The gamma-ray brightest days of the blazar 3C 454.3

TL;DR

This study analyzes the December 2009 gamma-ray flare of blazar 3C 454.3, revealing correlated multi-wavelength fluxes, a quadratic flux relationship, and jet power exceeding accretion luminosity, modeled with a simple synchrotron inverse Compton framework.

Contribution

It provides the first simultaneous multi-wavelength spectral energy distributions during a major flare and demonstrates the jet power surpasses accretion power, with a simple model explaining the flux correlations.

Findings

Optical, X-ray, and gamma-ray fluxes are correlated.

Gamma-ray flux varies quadratically with optical flux.

Jet power during the flare exceeds accretion disk luminosity.

Abstract

In the first week of December 2009, the blazar 3C 454.3 became the brightest high energy source in the sky.

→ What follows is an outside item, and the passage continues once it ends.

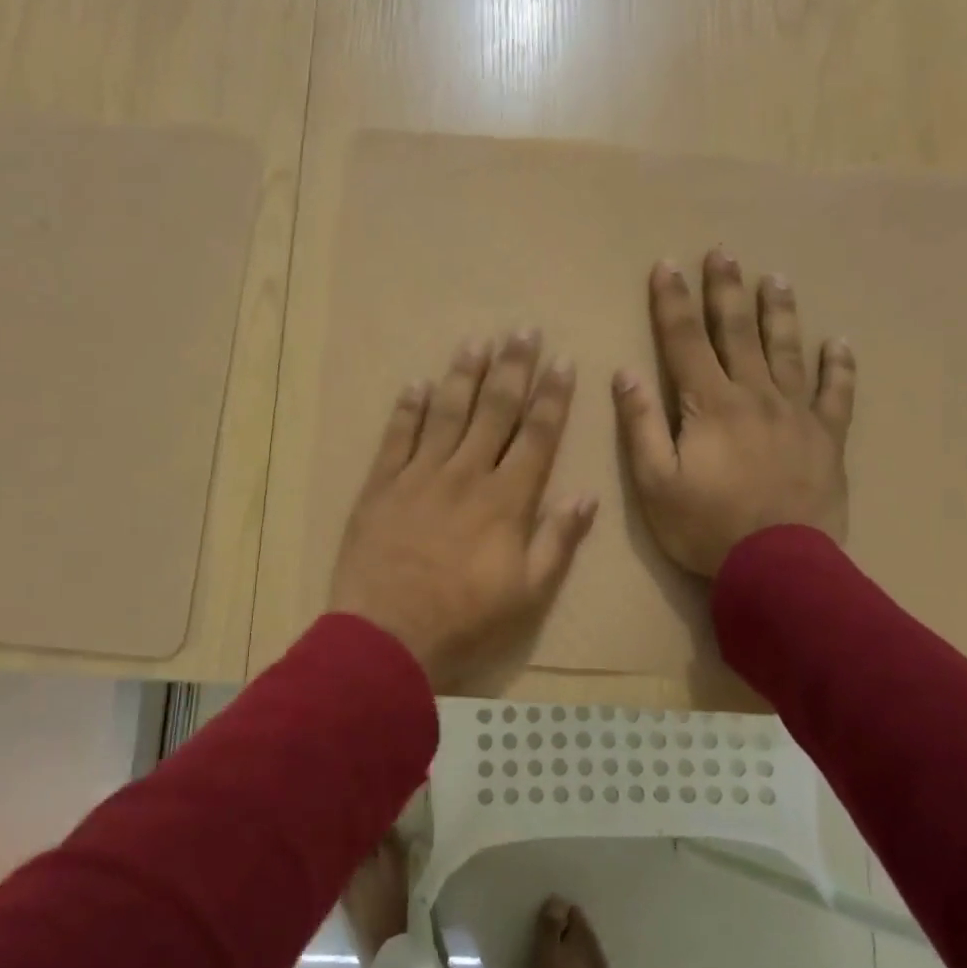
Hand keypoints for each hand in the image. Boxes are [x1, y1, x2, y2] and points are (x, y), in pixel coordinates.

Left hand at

Its photon flux reached and surpassed the level of 1e-5 ph/cm2/s above 100 MeV. The Swift satellite observed the source several times during the period of high gamma-ray flux, and we can construct really simultaneous spectral energy distributions (SED) before, during, and after the luminosity peak. Our main findings are: i) the optical, X-ray and gamma-ray fluxes correlate; ii) the gamma-ray flux varies quadratically (or even more) with the optical flux; iii) a simple one-zone synchrotron inverse Compton model can account for all the considered SED; iv) in this framework the gamma-ray vs optical flux correlation can be explained if the magnetic field is slightly fainter when the overall jet luminosity is stronger; v) the power that the jet spent to produce the peak gamma-ray luminosity is of the same order, or larger, than the accretion disk luminosity. During the flare, the total jet power surely surpassed the accretion power.